On any given day, nearly 600 lawyers are billing clients, getting ready for court appearances, drafting legal documents, or scheduling vacations.

O'Melveny & Myers has more than 6,000 active clients meaning thousands of addresses, and many thousands of bills, to keep current.

Responsibility for keeping the gears running smoothly falls on the shoulders of Charles Wharton, O'Melveny & Myers executive director.

Formerly a top adminstrative officer for Fulbright & Jaworski in Houston, and a consultant at McKinsey & Co., Wharton said O'Melveny & Myers is different from most businesses, or even many law firms.

"In many ways we are a business," said Wharton. "We have sales, if you will, a product, we have an accounting department, personnel, all the divisions any business does but there is a difference. We are a very lateral organization. The firm still views itself as more a profession than a business."

While there is some departmental independence in the hiring of associates, the taking on of a partner, or deciding who makes partner, is the perogative of the firm's 15-member management committee, chaired by Managing Partner Charles Beard.

The management committee, in what is described as a consensual process, also decides business strategy (such as when to open a branch office), and internal firm policies, such as partner compensation.

O'Melveny is reluctant to bring on partners from other firms more so than other major firms. The partners' annual compensation, which runs into the high six figures, is based on the number of shares they own in the firm not the number of hours they bill.

"After associates and staff receive their annual salaries and bonuses, and all other expenses are paid, the partners divide up what's left over," said Wharton. "It's based upon the number of shares they own, which can go up or down."

Wharton declined to specify how shares are allotted.
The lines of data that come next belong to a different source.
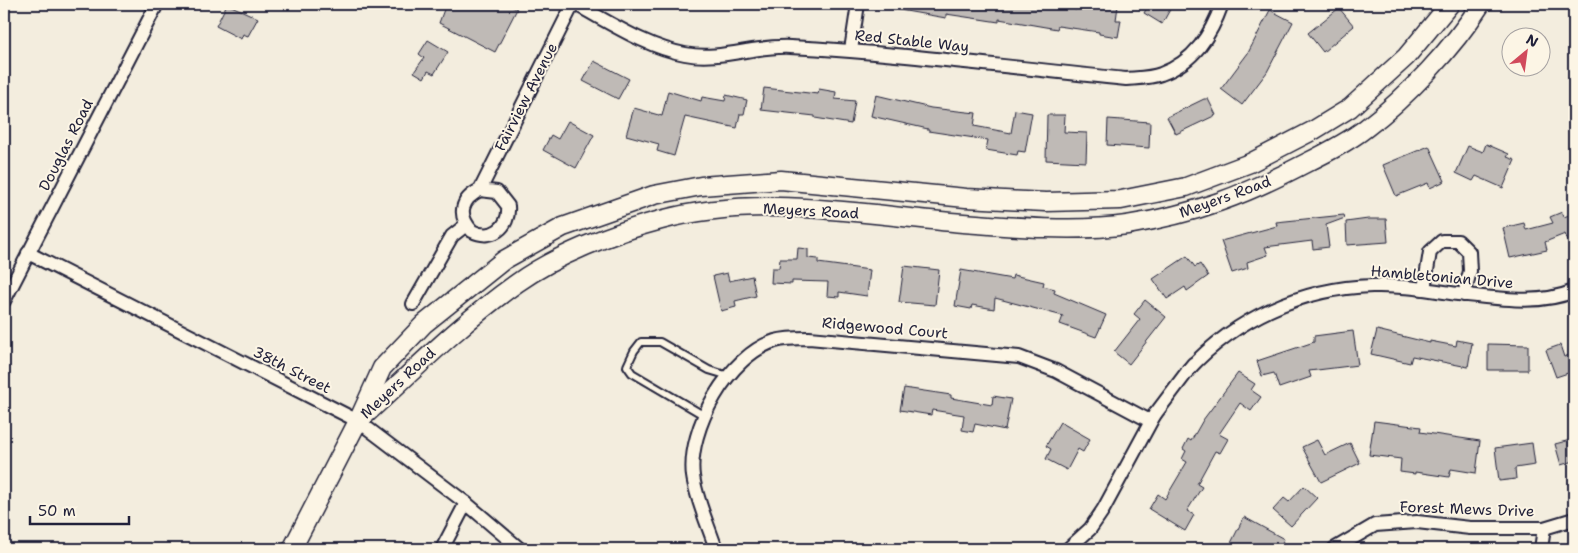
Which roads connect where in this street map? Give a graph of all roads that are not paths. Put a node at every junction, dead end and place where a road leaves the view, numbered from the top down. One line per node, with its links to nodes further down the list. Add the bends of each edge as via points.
1 (157, 4): 10 (street, Douglas Road)
2 (574, 4): 7 (street, Red Stable Way, via 644,40 686,54 715,56 781,47); 8 (street, Fairview Avenue)
3 (858, 4): 7 (street)
4 (1222, 4): 7 (street, Red Stable Way, via 1199,49 1182,64 1160,75 1126,79)
5 (1450, 4): 19 (street, Meyers Road, via 1406,57 1350,108 1250,163 1186,187 1121,200 1046,202 966,198 782,180 700,186 654,195 563,227 504,260 424,324 382,368)
6 (1482, 4): 19 (street, Meyers Road, via 1424,75 1365,129 1261,187 1193,212 1124,225 1045,228 781,206 704,212 661,220 574,250 518,282 441,343)
7 (851, 50)
8 (480, 190): 9 (street, Fairview Avenue, via 470,194 463,206); 9 (street, via 491,190 502,196 508,206 506,222 497,232 486,235 472,231)
9 (466, 225): 15 (street, via 452,236)
10 (28, 253): 14 (street, Douglas Road); 19 (street, 38th Street)
11 (1424, 290): 13 (street, Hambletonian Drive); 13 (street, via 1430,252 1442,240 1458,241 1469,252 1470,271); 18 (street, Hambletonian Drive, via 1374,286 1311,294 1274,308 1238,327 1193,364)
12 (1574, 291): 13 (street, Hambletonian Drive, via 1516,300)
13 (1464, 294)
14 (4, 301)
15 (413, 304)
16 (729, 376): 17 (street, Ridgewood Court); 17 (lane, via 709,370 660,342 641,342 634,351 627,366 632,374); 18 (street, Ridgewood Court, via 744,359 775,341 800,338 1004,354 1038,363)
17 (706, 416): 26 (street, Ridgewood Court, via 696,442 693,477)
18 (1150, 420): 27 (street, via 1103,510 1090,529)
19 (358, 421): 20 (street, 38th Street); 23 (street)
20 (466, 503): 24 (street); 25 (street, 38th Street)
21 (1574, 519): 22 (street, Forest Mews Drive)
22 (1544, 528): 28 (street, Forest Mews Drive, via 1470,528 1404,522 1375,525); 29 (street)
23 (292, 549)
24 (442, 549)
25 (520, 549)
26 (716, 549)
27 (1068, 549)
28 (1334, 549)
29 (1541, 549)

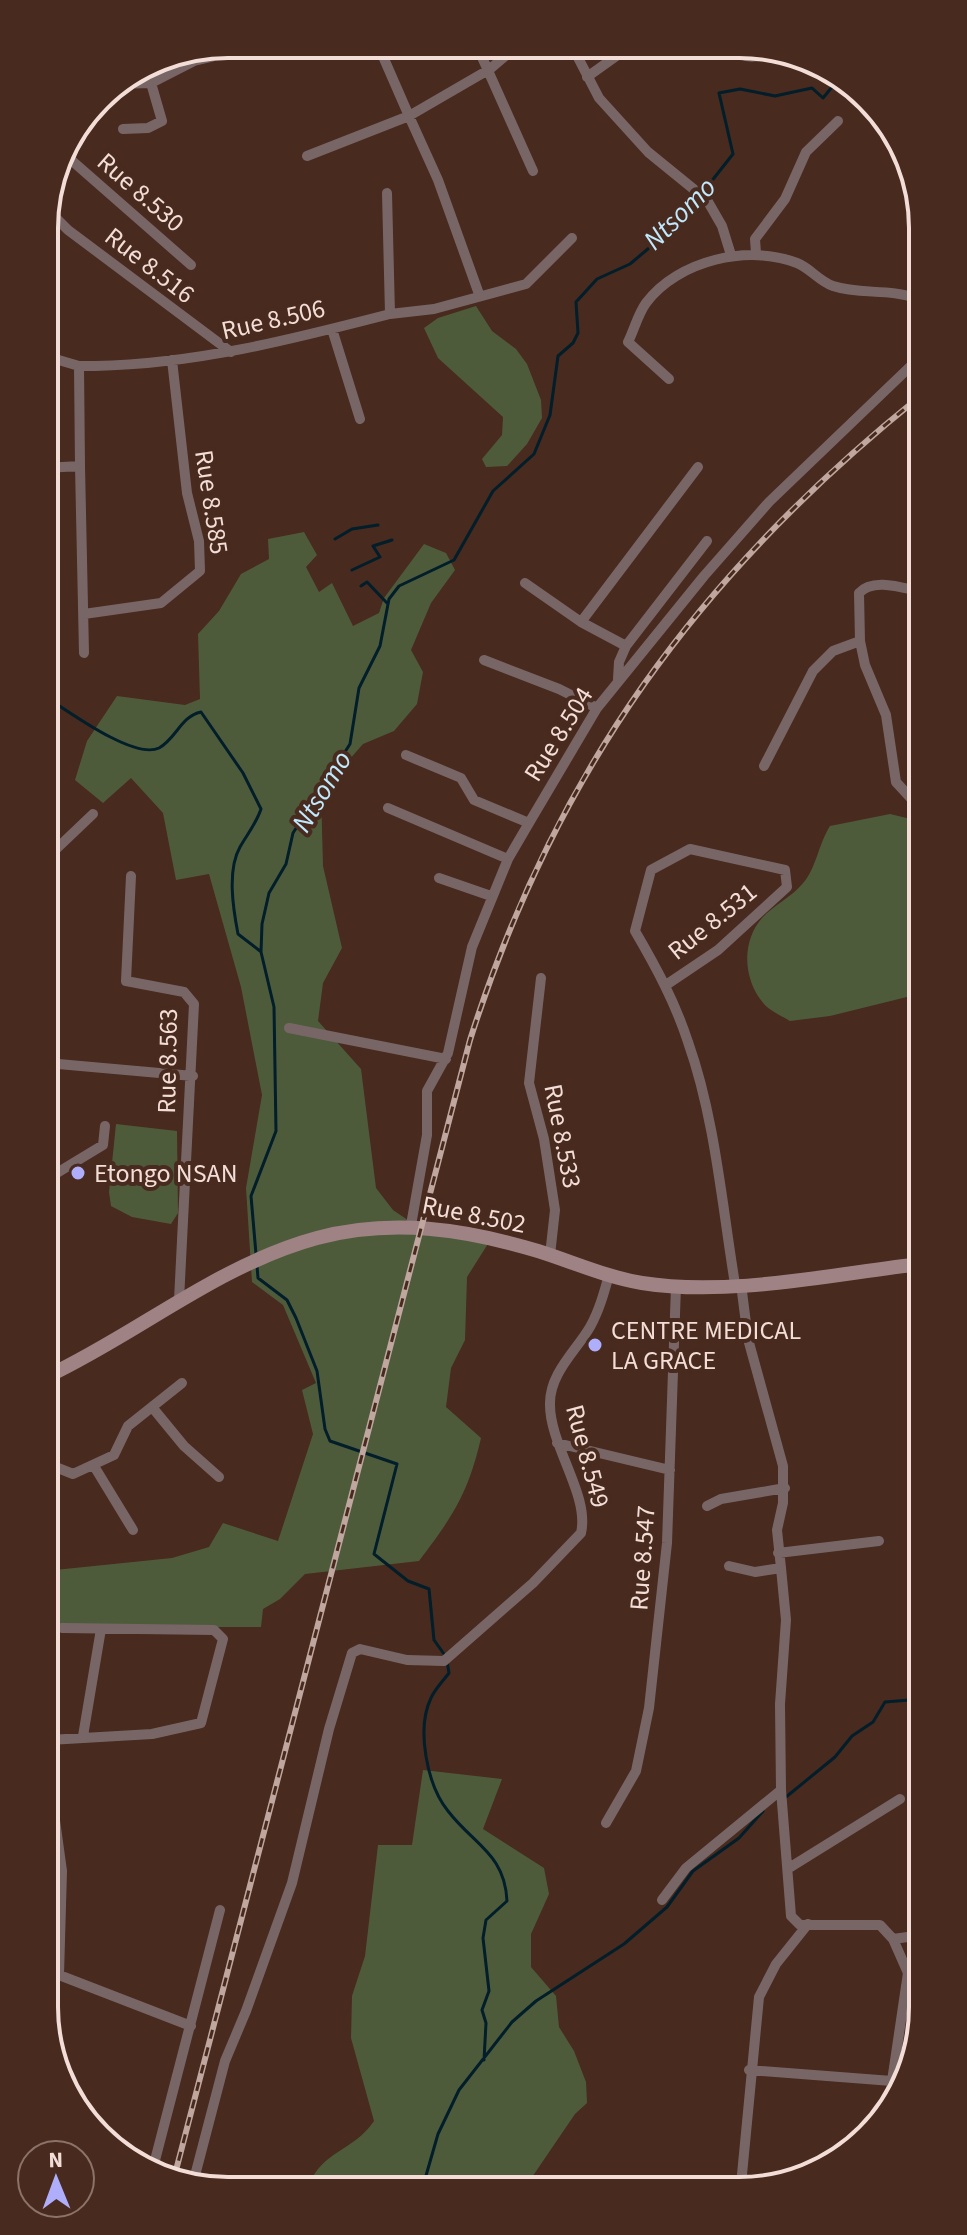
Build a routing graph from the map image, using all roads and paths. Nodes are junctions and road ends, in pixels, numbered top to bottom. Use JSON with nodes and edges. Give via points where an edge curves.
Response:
{"nodes":[{"id":1,"x":384,"y":58,"type":"edge"},
{"id":2,"x":484,"y":58,"type":"edge"},
{"id":3,"x":503,"y":58,"type":"edge"},
{"id":4,"x":578,"y":58,"type":"edge"},
{"id":5,"x":614,"y":58,"type":"edge"},
{"id":6,"x":193,"y":62,"type":"edge"},
{"id":7,"x":490,"y":69,"type":"junction"},
{"id":8,"x":587,"y":77,"type":"junction"},
{"id":9,"x":140,"y":83,"type":"edge"},
{"id":10,"x":151,"y":83,"type":"junction"},
{"id":11,"x":409,"y":116,"type":"junction"},
{"id":12,"x":838,"y":121,"type":"dead end"},
{"id":13,"x":123,"y":129,"type":"dead end"},
{"id":14,"x":307,"y":156,"type":"dead end"},
{"id":15,"x":72,"y":161,"type":"edge"},
{"id":16,"x":533,"y":171,"type":"dead end"},
{"id":17,"x":387,"y":193,"type":"dead end"},
{"id":18,"x":58,"y":220,"type":"edge"},
{"id":19,"x":572,"y":238,"type":"dead end"},
{"id":20,"x":756,"y":253,"type":"junction"},
{"id":21,"x":731,"y":255,"type":"junction"},
{"id":22,"x":191,"y":265,"type":"dead end"},
{"id":23,"x":479,"y":294,"type":"junction"},
{"id":24,"x":909,"y":297,"type":"edge"},
{"id":25,"x":390,"y":314,"type":"junction"},
{"id":26,"x":332,"y":329,"type":"junction"},
{"id":27,"x":231,"y":352,"type":"junction"},
{"id":28,"x":58,"y":360,"type":"edge"},
{"id":29,"x":172,"y":360,"type":"junction"},
{"id":30,"x":79,"y":366,"type":"junction"},
{"id":31,"x":909,"y":368,"type":"edge"},
{"id":32,"x":669,"y":379,"type":"dead end"},
{"id":33,"x":360,"y":419,"type":"dead end"},
{"id":34,"x":80,"y":466,"type":"junction"},
{"id":35,"x":58,"y":467,"type":"edge"},
{"id":36,"x":698,"y":467,"type":"dead end"},
{"id":37,"x":707,"y":541,"type":"dead end"},
{"id":38,"x":525,"y":583,"type":"dead end"},
{"id":39,"x":909,"y":589,"type":"edge"},
{"id":40,"x":84,"y":614,"type":"junction"},
{"id":41,"x":581,"y":622,"type":"junction"},
{"id":42,"x":860,"y":641,"type":"junction"},
{"id":43,"x":626,"y":646,"type":"junction"},
{"id":44,"x":84,"y":653,"type":"dead end"},
{"id":45,"x":484,"y":660,"type":"dead end"},
{"id":46,"x":618,"y":681,"type":"junction"},
{"id":47,"x":597,"y":708,"type":"junction"},
{"id":48,"x":406,"y":755,"type":"dead end"},
{"id":49,"x":764,"y":766,"type":"dead end"},
{"id":50,"x":909,"y":796,"type":"edge"},
{"id":51,"x":388,"y":808,"type":"dead end"},
{"id":52,"x":93,"y":814,"type":"dead end"},
{"id":53,"x":529,"y":823,"type":"junction"},
{"id":54,"x":58,"y":847,"type":"edge"},
{"id":55,"x":508,"y":859,"type":"junction"},
{"id":56,"x":131,"y":876,"type":"dead end"},
{"id":57,"x":439,"y":878,"type":"dead end"},
{"id":58,"x":491,"y":896,"type":"junction"},
{"id":59,"x":541,"y":978,"type":"dead end"},
{"id":60,"x":666,"y":985,"type":"junction"},
{"id":61,"x":289,"y":1028,"type":"dead end"},
{"id":62,"x":446,"y":1059,"type":"junction"},
{"id":63,"x":58,"y":1064,"type":"edge"},
{"id":64,"x":193,"y":1076,"type":"junction"},
{"id":65,"x":105,"y":1126,"type":"dead end"},
{"id":66,"x":58,"y":1172,"type":"edge"},
{"id":67,"x":411,"y":1225,"type":"junction"},
{"id":68,"x":550,"y":1255,"type":"junction"},
{"id":69,"x":909,"y":1266,"type":"edge"},
{"id":70,"x":609,"y":1275,"type":"junction"},
{"id":71,"x":738,"y":1284,"type":"junction"},
{"id":72,"x":676,"y":1286,"type":"junction"},
{"id":73,"x":179,"y":1300,"type":"junction"},
{"id":74,"x":58,"y":1371,"type":"edge"},
{"id":75,"x":182,"y":1383,"type":"dead end"},
{"id":76,"x":152,"y":1407,"type":"junction"},
{"id":77,"x":557,"y":1443,"type":"junction"},
{"id":78,"x":94,"y":1466,"type":"junction"},
{"id":79,"x":58,"y":1469,"type":"edge"},
{"id":80,"x":670,"y":1470,"type":"junction"},
{"id":81,"x":219,"y":1477,"type":"dead end"},
{"id":82,"x":785,"y":1488,"type":"junction"},
{"id":83,"x":707,"y":1506,"type":"dead end"},
{"id":84,"x":133,"y":1530,"type":"dead end"},
{"id":85,"x":879,"y":1541,"type":"dead end"},
{"id":86,"x":778,"y":1553,"type":"junction"},
{"id":87,"x":729,"y":1566,"type":"dead end"},
{"id":88,"x":781,"y":1568,"type":"junction"},
{"id":89,"x":62,"y":1628,"type":"dead end"},
{"id":90,"x":101,"y":1629,"type":"junction"},
{"id":91,"x":83,"y":1736,"type":"junction"},
{"id":92,"x":58,"y":1739,"type":"edge"},
{"id":93,"x":781,"y":1790,"type":"junction"},
{"id":94,"x":900,"y":1799,"type":"dead end"},
{"id":95,"x":606,"y":1823,"type":"dead end"},
{"id":96,"x":58,"y":1842,"type":"edge"},
{"id":97,"x":789,"y":1868,"type":"junction"},
{"id":98,"x":662,"y":1900,"type":"dead end"},
{"id":99,"x":220,"y":1910,"type":"dead end"},
{"id":100,"x":808,"y":1924,"type":"junction"},
{"id":101,"x":909,"y":1937,"type":"edge"},
{"id":102,"x":893,"y":1939,"type":"junction"},
{"id":103,"x":909,"y":1985,"type":"edge"},
{"id":104,"x":906,"y":1986,"type":"junction"},
{"id":105,"x":191,"y":2026,"type":"junction"},
{"id":106,"x":749,"y":2070,"type":"junction"},
{"id":107,"x":892,"y":2080,"type":"edge"},
{"id":108,"x":892,"y":2081,"type":"edge"},
{"id":109,"x":155,"y":2160,"type":"edge"},
{"id":110,"x":195,"y":2174,"type":"edge"},
{"id":111,"x":742,"y":2177,"type":"edge"}],
"edges":[{"from":1,"to":11,"type":"street"},
{"from":2,"to":7,"type":"street"},
{"from":3,"to":7,"type":"street"},
{"from":4,"to":8,"type":"street"},
{"from":5,"to":8,"type":"street"},
{"from":6,"to":10,"type":"street"},
{"from":7,"to":11,"type":"street"},
{"from":7,"to":16,"type":"street"},
{"from":8,"to":21,"type":"street","via":[[632,136],[707,200]]},
{"from":9,"to":10,"type":"street"},
{"from":10,"to":13,"type":"street","via":[[162,121],[148,128]]},
{"from":11,"to":14,"type":"street"},
{"from":11,"to":23,"type":"street"},
{"from":12,"to":20,"type":"street","via":[[806,152],[785,199],[755,239]]},
{"from":15,"to":22,"type":"street","name":"Rue 8.530"},
{"from":17,"to":25,"type":"street"},
{"from":18,"to":27,"type":"street","name":"Rue 8.516"},
{"from":19,"to":23,"type":"street","name":"Rue 8.506","via":[[526,284]]},
{"from":20,"to":21,"type":"street"},
{"from":20,"to":24,"type":"street","via":[[800,264],[830,285]]},
{"from":21,"to":32,"type":"street","via":[[663,287],[646,304],[628,342]]},
{"from":23,"to":25,"type":"street","name":"Rue 8.506","via":[[434,309]]},
{"from":25,"to":26,"type":"street","name":"Rue 8.506"},
{"from":26,"to":27,"type":"street","name":"Rue 8.506"},
{"from":26,"to":33,"type":"street"},
{"from":27,"to":29,"type":"street","name":"Rue 8.506"},
{"from":28,"to":30,"type":"street","name":"Rue 8.506"},
{"from":29,"to":30,"type":"street","name":"Rue 8.506"},
{"from":29,"to":40,"type":"street","name":"Rue 8.585","via":[[200,571],[161,603]]},
{"from":30,"to":34,"type":"street"},
{"from":31,"to":46,"type":"street","name":"Rue 8.504","via":[[769,502]]},
{"from":34,"to":35,"type":"street"},
{"from":34,"to":40,"type":"street"},
{"from":36,"to":41,"type":"street"},
{"from":37,"to":43,"type":"street"},
{"from":38,"to":41,"type":"street"},
{"from":39,"to":42,"type":"street","via":[[874,584],[859,593]]},
{"from":40,"to":44,"type":"street"},
{"from":41,"to":43,"type":"street"},
{"from":42,"to":49,"type":"street","via":[[833,651],[813,671]]},
{"from":42,"to":50,"type":"street","via":[[883,701],[896,782]]},
{"from":43,"to":46,"type":"street"},
{"from":45,"to":47,"type":"street"},
{"from":46,"to":47,"type":"street","name":"Rue 8.504"},
{"from":47,"to":53,"type":"street","name":"Rue 8.504"},
{"from":48,"to":53,"type":"street","via":[[461,778],[474,800]]},
{"from":51,"to":55,"type":"street"},
{"from":52,"to":54,"type":"street"},
{"from":53,"to":55,"type":"street","name":"Rue 8.504"},
{"from":55,"to":58,"type":"street","name":"Rue 8.504"},
{"from":56,"to":64,"type":"street","name":"Rue 8.563","via":[[126,981],[190,997]]},
{"from":57,"to":58,"type":"street"},
{"from":58,"to":62,"type":"street","name":"Rue 8.504","via":[[472,947]]},
{"from":59,"to":68,"type":"street","name":"Rue 8.533","via":[[529,1083],[555,1210]]},
{"from":60,"to":60,"type":"street","name":"Rue 8.531","via":[[718,950],[787,887],[785,870],[690,849],[651,870],[635,931]]},
{"from":60,"to":71,"type":"street","name":"Rue 8.531","via":[[689,1044],[708,1121]]},
{"from":61,"to":62,"type":"street"},
{"from":62,"to":67,"type":"street","name":"Rue 8.504","via":[[427,1091],[427,1135]]},
{"from":63,"to":64,"type":"street"},
{"from":64,"to":73,"type":"street","name":"Rue 8.563"},
{"from":65,"to":66,"type":"street","via":[[103,1145]]},
{"from":67,"to":68,"type":"main road","name":"Rue 8.502"},
{"from":67,"to":73,"type":"main road","name":"Rue 8.502","via":[[318,1238],[248,1262]]},
{"from":68,"to":70,"type":"main road","name":"Rue 8.502"},
{"from":69,"to":71,"type":"main road","name":"Rue 8.502"},
{"from":70,"to":72,"type":"main road","name":"Rue 8.502"},
{"from":70,"to":77,"type":"street","name":"Rue 8.549","via":[[590,1327],[555,1380],[550,1410]]},
{"from":71,"to":72,"type":"main road","name":"Rue 8.502"},
{"from":71,"to":82,"type":"street","name":"Rue 8.531"},
{"from":72,"to":80,"type":"street","name":"Rue 8.547"},
{"from":73,"to":74,"type":"main road","name":"Rue 8.502"},
{"from":75,"to":76,"type":"street"},
{"from":76,"to":78,"type":"street","via":[[128,1426],[114,1455]]},
{"from":76,"to":81,"type":"street"},
{"from":77,"to":80,"type":"street"},
{"from":77,"to":110,"type":"street","name":"Rue 8.549","via":[[583,1514],[581,1533],[455,1655],[435,1663],[360,1649],[352,1653],[292,1883],[225,2061]]},
{"from":78,"to":79,"type":"street","via":[[73,1474]]},
{"from":78,"to":84,"type":"street"},
{"from":80,"to":95,"type":"street","name":"Rue 8.547","via":[[649,1708],[636,1771]]},
{"from":82,"to":83,"type":"street"},
{"from":82,"to":86,"type":"street"},
{"from":85,"to":86,"type":"street"},
{"from":86,"to":88,"type":"street"},
{"from":87,"to":88,"type":"street","via":[[755,1572]]},
{"from":88,"to":93,"type":"street","via":[[786,1620]]},
{"from":89,"to":90,"type":"street"},
{"from":90,"to":91,"type":"street"},
{"from":90,"to":91,"type":"street","via":[[214,1630],[223,1639],[201,1723],[152,1734]]},
{"from":91,"to":92,"type":"street"},
{"from":93,"to":97,"type":"street"},
{"from":93,"to":98,"type":"street","via":[[686,1868]]},
{"from":94,"to":97,"type":"street"},
{"from":96,"to":105,"type":"street","via":[[59,1975]]},
{"from":97,"to":100,"type":"street","via":[[791,1916],[800,1925]]},
{"from":99,"to":105,"type":"street"},
{"from":100,"to":102,"type":"street","via":[[880,1925]]},
{"from":100,"to":106,"type":"street","via":[[776,1964],[759,1997]]},
{"from":101,"to":102,"type":"street"},
{"from":102,"to":104,"type":"street","via":[[908,1973]]},
{"from":103,"to":104,"type":"street"},
{"from":104,"to":107,"type":"street"},
{"from":105,"to":109,"type":"street"},
{"from":106,"to":108,"type":"street"},
{"from":106,"to":111,"type":"street"}]}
Besides compensation, it is also Wharton's job to oversee the platoon of 180 paralegals, and 650 other support staff more support staff than lawyers who back up O'Melveny lawyers.

Just like any other business, O'Melveny & Myers must track payrolls, make deductions for taxes, review employee performance, and fire and hire.

Besides paying lawyers and staff, the big expenses today are associated with office space and technology the myriad computers, fax machines, online services, CD-ROM libraries and other high-tech gadgetry that allows lawyers to more quickly respond to client needs.

A major push at O'Melveny has been technology the firm has a 45-employee "information and technology" department, charged with keeping the firm up-to-speed with the best computers, online services and information storage and retrieval techniques.

In the future, every case or client may have "Web sites" within O'Melveny & Myers intranet, and already certain major cases do, said Wharton.

That way, a client or lawyer could easily look up all the documents filed on a case from their home or office computers.

Depositions, leases and other new documents could be added to the intranet Web site on a "real time" basis, noted Wharton.